| What is needed |
Filter the entries and keep only the lines where the string "الدرديرى" appears.

| Records shown |
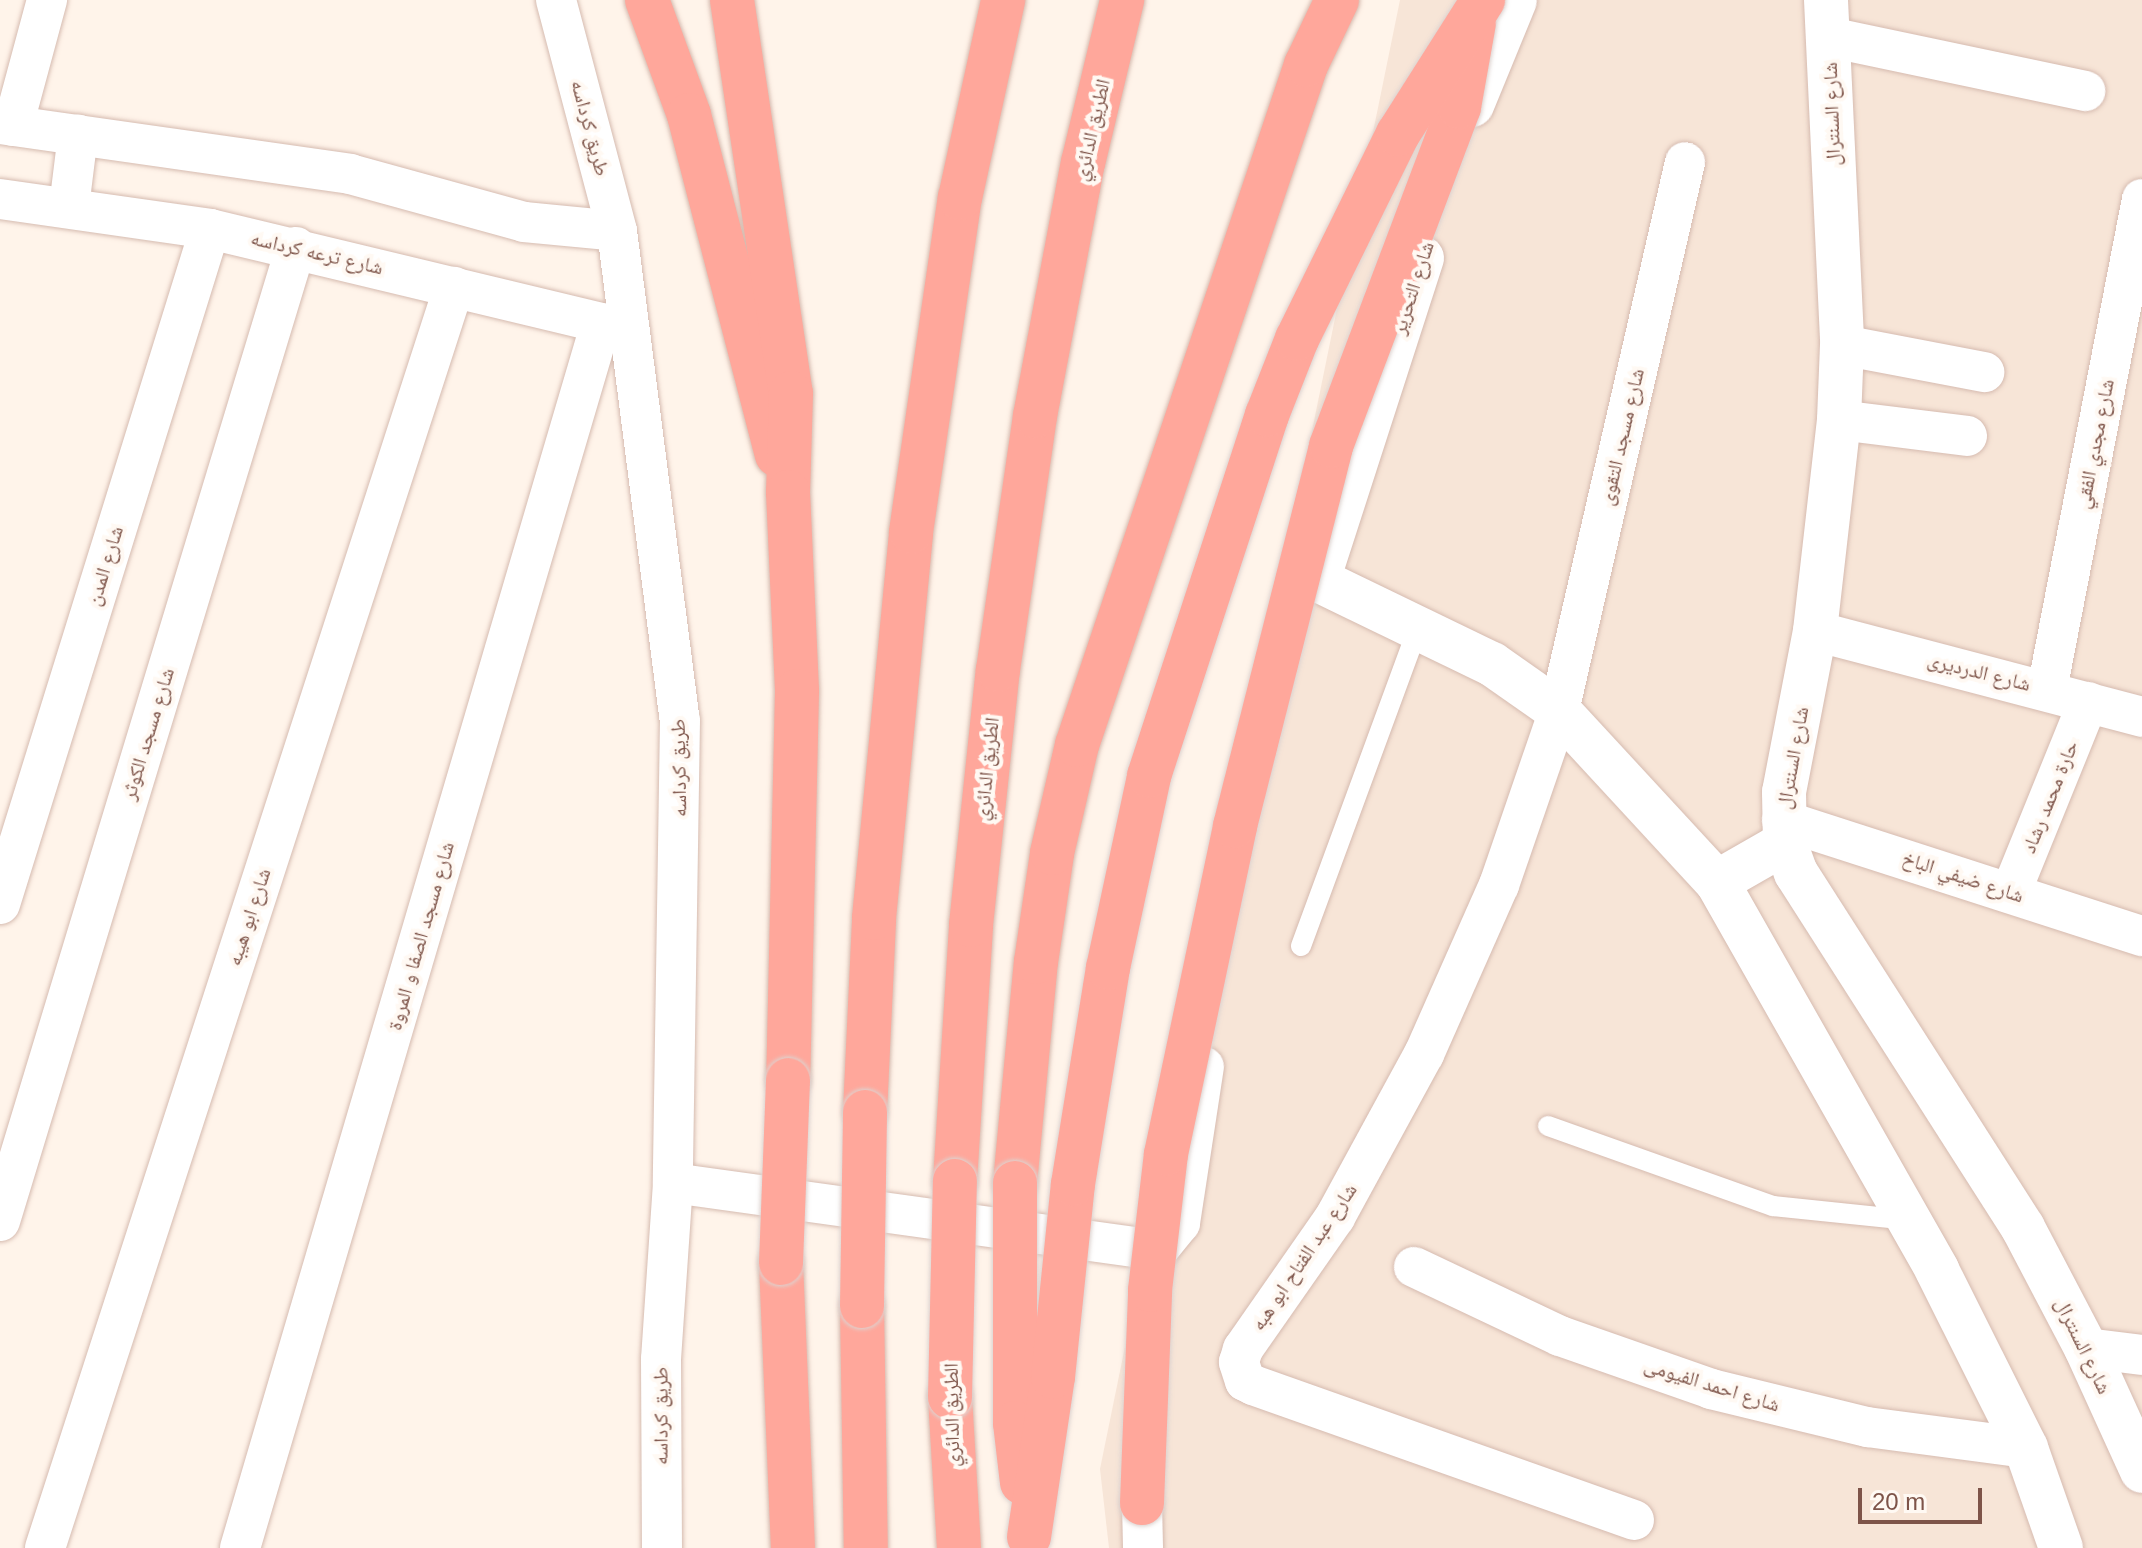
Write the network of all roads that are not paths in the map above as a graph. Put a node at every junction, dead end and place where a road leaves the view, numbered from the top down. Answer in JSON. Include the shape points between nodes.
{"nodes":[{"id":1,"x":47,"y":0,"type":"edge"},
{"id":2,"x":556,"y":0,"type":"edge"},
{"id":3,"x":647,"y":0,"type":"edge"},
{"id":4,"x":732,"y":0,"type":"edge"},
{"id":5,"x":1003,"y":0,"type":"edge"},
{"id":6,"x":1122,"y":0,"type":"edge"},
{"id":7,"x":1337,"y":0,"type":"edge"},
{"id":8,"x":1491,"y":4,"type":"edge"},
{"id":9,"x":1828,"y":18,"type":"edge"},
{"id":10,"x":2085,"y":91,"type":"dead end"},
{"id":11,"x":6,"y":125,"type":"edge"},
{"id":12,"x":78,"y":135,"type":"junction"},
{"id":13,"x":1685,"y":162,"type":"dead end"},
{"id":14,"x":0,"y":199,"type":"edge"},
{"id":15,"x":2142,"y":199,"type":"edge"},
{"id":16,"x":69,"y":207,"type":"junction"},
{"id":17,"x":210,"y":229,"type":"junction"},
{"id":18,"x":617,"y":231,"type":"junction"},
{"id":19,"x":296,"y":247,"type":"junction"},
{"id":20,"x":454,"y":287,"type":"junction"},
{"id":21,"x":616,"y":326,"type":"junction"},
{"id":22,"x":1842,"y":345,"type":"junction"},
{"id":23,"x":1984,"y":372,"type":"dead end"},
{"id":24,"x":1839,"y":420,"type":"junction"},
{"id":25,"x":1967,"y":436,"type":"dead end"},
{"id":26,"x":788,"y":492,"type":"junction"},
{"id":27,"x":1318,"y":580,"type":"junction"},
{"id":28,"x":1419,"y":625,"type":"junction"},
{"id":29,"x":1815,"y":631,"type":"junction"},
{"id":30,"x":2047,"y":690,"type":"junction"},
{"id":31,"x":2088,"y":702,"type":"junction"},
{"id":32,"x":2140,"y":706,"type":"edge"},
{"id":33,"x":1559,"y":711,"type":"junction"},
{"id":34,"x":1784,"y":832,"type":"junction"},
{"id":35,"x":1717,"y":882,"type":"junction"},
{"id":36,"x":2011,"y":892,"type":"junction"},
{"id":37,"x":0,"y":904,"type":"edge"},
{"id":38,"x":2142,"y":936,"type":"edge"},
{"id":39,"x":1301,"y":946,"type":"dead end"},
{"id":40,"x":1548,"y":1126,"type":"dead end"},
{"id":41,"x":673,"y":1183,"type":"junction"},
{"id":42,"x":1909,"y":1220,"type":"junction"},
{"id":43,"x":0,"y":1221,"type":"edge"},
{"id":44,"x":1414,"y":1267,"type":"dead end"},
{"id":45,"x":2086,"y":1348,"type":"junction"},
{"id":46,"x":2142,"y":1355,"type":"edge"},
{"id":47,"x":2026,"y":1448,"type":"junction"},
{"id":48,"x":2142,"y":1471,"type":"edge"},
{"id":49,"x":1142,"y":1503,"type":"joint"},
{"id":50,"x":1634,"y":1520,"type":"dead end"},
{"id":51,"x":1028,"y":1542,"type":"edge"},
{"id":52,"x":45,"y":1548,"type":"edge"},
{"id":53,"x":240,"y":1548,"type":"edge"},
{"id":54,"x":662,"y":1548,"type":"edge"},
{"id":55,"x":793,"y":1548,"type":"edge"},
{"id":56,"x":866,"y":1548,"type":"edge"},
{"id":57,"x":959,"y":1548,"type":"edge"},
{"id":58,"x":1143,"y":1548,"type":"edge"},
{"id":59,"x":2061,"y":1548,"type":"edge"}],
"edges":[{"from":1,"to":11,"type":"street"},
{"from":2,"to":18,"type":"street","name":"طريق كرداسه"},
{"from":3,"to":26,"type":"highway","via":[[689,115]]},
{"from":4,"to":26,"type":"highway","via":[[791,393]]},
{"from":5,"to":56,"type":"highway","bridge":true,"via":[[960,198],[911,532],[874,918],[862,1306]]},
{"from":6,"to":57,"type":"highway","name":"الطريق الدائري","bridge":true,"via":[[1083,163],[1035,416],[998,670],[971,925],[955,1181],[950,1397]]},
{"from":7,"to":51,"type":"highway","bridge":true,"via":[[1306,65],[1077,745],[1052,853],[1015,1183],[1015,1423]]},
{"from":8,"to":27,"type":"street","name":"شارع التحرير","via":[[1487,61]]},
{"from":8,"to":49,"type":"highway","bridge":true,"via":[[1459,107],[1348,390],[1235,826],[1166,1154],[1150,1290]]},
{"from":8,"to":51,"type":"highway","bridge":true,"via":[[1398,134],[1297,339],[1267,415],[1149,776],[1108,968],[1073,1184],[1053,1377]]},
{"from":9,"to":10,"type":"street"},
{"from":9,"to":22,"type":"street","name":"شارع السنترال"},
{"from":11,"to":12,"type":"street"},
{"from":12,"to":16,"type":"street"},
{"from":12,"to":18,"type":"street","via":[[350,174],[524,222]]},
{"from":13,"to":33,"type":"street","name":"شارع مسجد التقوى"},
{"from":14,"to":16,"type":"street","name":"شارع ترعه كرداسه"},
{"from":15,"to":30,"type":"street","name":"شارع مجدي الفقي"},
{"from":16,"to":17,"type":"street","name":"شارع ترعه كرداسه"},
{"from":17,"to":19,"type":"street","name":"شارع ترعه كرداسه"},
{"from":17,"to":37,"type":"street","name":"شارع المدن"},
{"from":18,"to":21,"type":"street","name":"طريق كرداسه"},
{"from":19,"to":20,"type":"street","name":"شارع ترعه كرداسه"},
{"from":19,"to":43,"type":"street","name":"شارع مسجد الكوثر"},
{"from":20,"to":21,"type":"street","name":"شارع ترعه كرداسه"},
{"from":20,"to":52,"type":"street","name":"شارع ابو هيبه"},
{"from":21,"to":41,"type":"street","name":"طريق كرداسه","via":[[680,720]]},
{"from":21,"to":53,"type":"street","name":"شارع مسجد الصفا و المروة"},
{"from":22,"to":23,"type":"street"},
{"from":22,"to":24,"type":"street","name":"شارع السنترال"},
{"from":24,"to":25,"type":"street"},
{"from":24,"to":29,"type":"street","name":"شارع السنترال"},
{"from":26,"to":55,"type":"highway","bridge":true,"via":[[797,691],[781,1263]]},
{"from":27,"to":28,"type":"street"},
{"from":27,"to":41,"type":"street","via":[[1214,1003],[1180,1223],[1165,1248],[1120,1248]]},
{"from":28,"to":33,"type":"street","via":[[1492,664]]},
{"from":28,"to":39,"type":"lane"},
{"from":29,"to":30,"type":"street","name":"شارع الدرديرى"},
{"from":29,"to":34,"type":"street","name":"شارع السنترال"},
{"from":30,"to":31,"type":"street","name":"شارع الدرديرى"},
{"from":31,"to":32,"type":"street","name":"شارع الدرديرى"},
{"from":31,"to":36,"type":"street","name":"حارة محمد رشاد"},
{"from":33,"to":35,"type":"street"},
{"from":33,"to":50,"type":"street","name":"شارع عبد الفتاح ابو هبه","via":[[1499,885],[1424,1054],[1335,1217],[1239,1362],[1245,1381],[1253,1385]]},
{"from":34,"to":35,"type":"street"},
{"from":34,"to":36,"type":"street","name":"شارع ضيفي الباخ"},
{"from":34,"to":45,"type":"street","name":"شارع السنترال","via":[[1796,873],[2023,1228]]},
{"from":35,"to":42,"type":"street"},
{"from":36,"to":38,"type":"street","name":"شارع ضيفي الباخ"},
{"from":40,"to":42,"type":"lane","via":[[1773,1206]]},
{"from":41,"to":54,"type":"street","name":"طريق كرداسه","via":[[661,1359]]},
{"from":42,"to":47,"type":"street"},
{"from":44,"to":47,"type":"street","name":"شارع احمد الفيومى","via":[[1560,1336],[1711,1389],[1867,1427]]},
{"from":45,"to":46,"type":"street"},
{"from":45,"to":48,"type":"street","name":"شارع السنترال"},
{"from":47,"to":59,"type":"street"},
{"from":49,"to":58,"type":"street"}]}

| Response |
{"from":29,"to":30,"type":"street","name":"شارع الدرديرى"},
{"from":30,"to":31,"type":"street","name":"شارع الدرديرى"},
{"from":31,"to":32,"type":"street","name":"شارع الدرديرى"},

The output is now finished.